HOCCs were seeded in 96-well plates (5000 cells per well) in the presence or absence of ascites and treated 24 h after with the indicated concentrations of carboplatin between 15.625 and 1000 μM. After 48 h, cell viability was measured using WST-1 colorimetric assay (Roche). Untreated cells were used as reference of 100% viability. To inhibit IL-6 activity, HOCCs were treated with 1 μM tocilizumab (Roche) in combination carboplatin at different concentrations.

Western-blotting analysis

20 micrograms of protein were separated by SDS-PAGE on a 10% polyacrylamide gel. Proteins were transferred onto nitrocellulose. Membranes were saturated for 1 h in TBS (50 mM Tris, 150 mM NaCl) / 0.1% Tween 20/ 5% milk or 5% bovine serum albumin (BSA) for phosphorylated protein analysis and incubated overnight at 4°C with a rabbit polyclonal primary antibody directed against p85 (1:1000, Millipore clone 06-195), p110α (1:1000, Cell Signaling 4249), p110β (1:1000, Santacruz SC-602), p-AktS473 (1:1000, Cell Signaling #4060S); pan-Akt (1:1000, Cell Signaling #4691S); p-Erk (1:1000, Cell Signaling #4377S), p-Stat3 (1:1000, Cell Signaling #9145) or β-Tubulin (1:1000, Cell Signaling # 2146S); or a mouse polyclonal primary antibody directed against Erk (1:1000, mouse, Cell Signaling #4696) or Stat3 (1:1000, Mouse, Cell Signaling #9139). Membranes were washed three times with TBS/0.1% Tween 20 (TT) then incubated 1.5 h with a secondary antibody (1:10000 anti-rabbit or 1:5000 anti-mouse Cell Signaling Technology) coupled with horse radish peroxidase. Membranes were washed three times with TT. Immunocomplexes were revealed by enhanced chemiluminescence (Pierce).

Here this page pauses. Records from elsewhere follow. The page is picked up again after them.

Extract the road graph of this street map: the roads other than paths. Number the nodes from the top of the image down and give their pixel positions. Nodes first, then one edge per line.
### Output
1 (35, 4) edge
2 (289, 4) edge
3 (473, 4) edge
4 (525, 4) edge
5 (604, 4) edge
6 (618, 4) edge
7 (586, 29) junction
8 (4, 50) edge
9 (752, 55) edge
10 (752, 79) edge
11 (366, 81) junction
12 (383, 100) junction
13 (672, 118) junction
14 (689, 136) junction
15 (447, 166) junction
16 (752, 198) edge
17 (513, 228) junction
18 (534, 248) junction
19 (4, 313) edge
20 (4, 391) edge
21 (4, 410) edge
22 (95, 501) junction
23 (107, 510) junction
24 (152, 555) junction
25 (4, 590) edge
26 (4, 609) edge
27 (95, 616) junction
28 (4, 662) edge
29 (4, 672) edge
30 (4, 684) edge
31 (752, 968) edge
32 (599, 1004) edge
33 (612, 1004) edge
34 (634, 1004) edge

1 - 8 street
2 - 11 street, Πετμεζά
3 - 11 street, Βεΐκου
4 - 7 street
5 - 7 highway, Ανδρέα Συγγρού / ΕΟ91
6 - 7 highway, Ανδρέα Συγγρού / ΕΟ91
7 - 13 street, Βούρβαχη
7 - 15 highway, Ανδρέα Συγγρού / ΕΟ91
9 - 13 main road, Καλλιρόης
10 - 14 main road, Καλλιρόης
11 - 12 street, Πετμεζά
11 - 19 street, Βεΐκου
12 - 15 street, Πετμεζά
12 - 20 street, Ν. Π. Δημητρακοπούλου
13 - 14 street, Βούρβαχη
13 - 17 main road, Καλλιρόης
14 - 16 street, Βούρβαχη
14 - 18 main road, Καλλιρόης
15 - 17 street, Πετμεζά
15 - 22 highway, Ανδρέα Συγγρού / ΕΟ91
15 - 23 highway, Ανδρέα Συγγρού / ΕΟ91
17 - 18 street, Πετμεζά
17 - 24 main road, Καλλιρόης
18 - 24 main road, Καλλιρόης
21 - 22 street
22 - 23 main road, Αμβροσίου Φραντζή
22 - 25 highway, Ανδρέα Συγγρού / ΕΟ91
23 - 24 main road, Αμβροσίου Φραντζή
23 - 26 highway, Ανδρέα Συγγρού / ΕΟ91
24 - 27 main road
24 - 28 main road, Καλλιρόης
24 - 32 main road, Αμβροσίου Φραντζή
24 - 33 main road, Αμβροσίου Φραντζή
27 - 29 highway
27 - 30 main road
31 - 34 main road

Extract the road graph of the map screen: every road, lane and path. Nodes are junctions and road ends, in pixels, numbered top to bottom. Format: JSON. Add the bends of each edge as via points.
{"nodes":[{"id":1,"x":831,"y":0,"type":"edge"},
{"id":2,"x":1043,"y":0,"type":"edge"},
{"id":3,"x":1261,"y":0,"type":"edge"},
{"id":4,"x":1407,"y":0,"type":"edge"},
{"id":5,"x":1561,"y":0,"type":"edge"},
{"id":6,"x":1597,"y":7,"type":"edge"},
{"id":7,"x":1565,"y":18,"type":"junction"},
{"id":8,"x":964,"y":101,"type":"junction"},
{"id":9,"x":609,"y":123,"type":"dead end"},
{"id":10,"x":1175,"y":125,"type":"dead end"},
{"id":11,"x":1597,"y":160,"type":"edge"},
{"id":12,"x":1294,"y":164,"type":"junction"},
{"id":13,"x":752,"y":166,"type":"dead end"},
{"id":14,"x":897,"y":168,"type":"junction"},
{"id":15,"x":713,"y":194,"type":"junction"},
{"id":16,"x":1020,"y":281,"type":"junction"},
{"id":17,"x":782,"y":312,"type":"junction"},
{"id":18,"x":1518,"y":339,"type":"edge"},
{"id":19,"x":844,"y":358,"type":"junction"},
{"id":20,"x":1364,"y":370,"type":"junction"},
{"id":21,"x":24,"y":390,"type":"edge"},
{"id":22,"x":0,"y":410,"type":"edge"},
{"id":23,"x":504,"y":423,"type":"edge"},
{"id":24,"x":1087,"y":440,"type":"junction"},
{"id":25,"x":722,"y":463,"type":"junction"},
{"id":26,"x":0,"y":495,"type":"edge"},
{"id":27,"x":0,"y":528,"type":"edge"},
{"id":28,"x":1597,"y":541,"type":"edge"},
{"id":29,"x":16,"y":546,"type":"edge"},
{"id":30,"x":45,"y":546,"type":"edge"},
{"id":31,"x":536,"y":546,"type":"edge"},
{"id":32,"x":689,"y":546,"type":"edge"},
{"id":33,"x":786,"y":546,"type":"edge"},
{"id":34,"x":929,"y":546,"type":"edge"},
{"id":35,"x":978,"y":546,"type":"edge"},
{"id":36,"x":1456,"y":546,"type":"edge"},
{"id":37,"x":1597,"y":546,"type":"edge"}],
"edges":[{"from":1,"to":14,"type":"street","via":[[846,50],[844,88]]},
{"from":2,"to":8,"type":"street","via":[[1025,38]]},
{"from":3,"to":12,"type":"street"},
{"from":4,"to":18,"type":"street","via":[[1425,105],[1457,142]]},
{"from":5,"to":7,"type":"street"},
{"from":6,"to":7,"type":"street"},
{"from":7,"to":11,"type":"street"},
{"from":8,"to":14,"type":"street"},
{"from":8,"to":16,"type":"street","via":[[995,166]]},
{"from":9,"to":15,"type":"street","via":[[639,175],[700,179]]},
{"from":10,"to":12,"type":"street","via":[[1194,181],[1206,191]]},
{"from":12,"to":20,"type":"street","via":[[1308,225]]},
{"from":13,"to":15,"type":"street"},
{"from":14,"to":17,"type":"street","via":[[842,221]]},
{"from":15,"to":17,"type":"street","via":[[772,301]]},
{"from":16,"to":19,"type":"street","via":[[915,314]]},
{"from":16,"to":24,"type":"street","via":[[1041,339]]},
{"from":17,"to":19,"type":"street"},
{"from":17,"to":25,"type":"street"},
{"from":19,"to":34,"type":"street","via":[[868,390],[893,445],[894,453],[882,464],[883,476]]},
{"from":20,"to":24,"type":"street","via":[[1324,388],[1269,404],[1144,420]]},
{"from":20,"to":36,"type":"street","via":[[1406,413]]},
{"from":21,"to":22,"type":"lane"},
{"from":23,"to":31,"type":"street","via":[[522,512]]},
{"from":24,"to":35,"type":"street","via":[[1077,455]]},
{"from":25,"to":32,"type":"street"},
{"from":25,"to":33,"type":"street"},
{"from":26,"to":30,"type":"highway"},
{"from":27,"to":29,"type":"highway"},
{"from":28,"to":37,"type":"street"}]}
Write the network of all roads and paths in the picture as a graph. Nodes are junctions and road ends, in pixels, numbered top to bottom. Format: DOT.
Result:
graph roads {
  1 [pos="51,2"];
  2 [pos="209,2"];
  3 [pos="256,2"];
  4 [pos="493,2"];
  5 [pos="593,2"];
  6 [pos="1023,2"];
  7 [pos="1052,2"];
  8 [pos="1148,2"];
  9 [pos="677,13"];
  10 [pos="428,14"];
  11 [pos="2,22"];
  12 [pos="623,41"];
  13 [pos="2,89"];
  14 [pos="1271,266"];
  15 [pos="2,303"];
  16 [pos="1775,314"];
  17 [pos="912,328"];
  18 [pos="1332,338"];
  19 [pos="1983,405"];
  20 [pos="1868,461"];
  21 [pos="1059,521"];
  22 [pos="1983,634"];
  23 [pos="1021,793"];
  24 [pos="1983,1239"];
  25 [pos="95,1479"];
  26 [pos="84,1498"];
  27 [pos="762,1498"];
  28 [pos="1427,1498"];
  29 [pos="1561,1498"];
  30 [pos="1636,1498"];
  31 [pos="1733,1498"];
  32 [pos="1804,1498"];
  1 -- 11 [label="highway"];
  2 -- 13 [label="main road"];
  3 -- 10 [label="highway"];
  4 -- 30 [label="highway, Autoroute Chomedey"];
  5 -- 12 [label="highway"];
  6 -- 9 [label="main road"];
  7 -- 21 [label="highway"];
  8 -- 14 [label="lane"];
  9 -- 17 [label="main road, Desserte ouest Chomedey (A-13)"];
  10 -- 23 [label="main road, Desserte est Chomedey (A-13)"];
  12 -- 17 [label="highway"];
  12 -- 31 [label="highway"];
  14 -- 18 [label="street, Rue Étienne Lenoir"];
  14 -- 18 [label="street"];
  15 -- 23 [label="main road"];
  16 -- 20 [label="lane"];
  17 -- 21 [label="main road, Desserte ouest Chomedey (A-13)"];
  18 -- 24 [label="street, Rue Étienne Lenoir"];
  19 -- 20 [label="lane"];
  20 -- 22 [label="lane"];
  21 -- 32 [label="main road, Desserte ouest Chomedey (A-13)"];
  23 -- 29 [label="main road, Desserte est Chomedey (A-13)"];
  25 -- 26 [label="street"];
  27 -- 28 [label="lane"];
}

ELISA (Enzyme-like immunosorbent assay)

IL-6 was quantified using a specific ELISA (DuoSet® ELISA Development System (R&D Systems) according to the manufacturer’s protocol.

Statistical analysis

Results are expressed as the mean ± s.e.m. Wilcoxon-Mann-Whitney test was used to compare values of test and control samples in IC50 assays. *p < 0.05 and **p < 0.01 indicate a significant difference. The Spearman rank correlation was used to test the correlation between IC50 and IL-6 concentration in ascites.

Author contributions

AM and BC designed the experiments; ALN, RM, BT and EC performed experiments and analyzed the data; EC provided help with the experiments; BC and AM wrote the manuscript; JPD and JGG provided critical feedback. All authors reviewed the manuscript. The manuscript was revised by AngloScribe, Nîmes for English language editing.

CONFLICTS OF INTEREST

The authors have no conflicts of interest to disclose.

FUNDING

This work was funded by the Groupe de recherche de l’Institut Claudius Regaud (GRICR) and by the patient association “phil’s antrope”.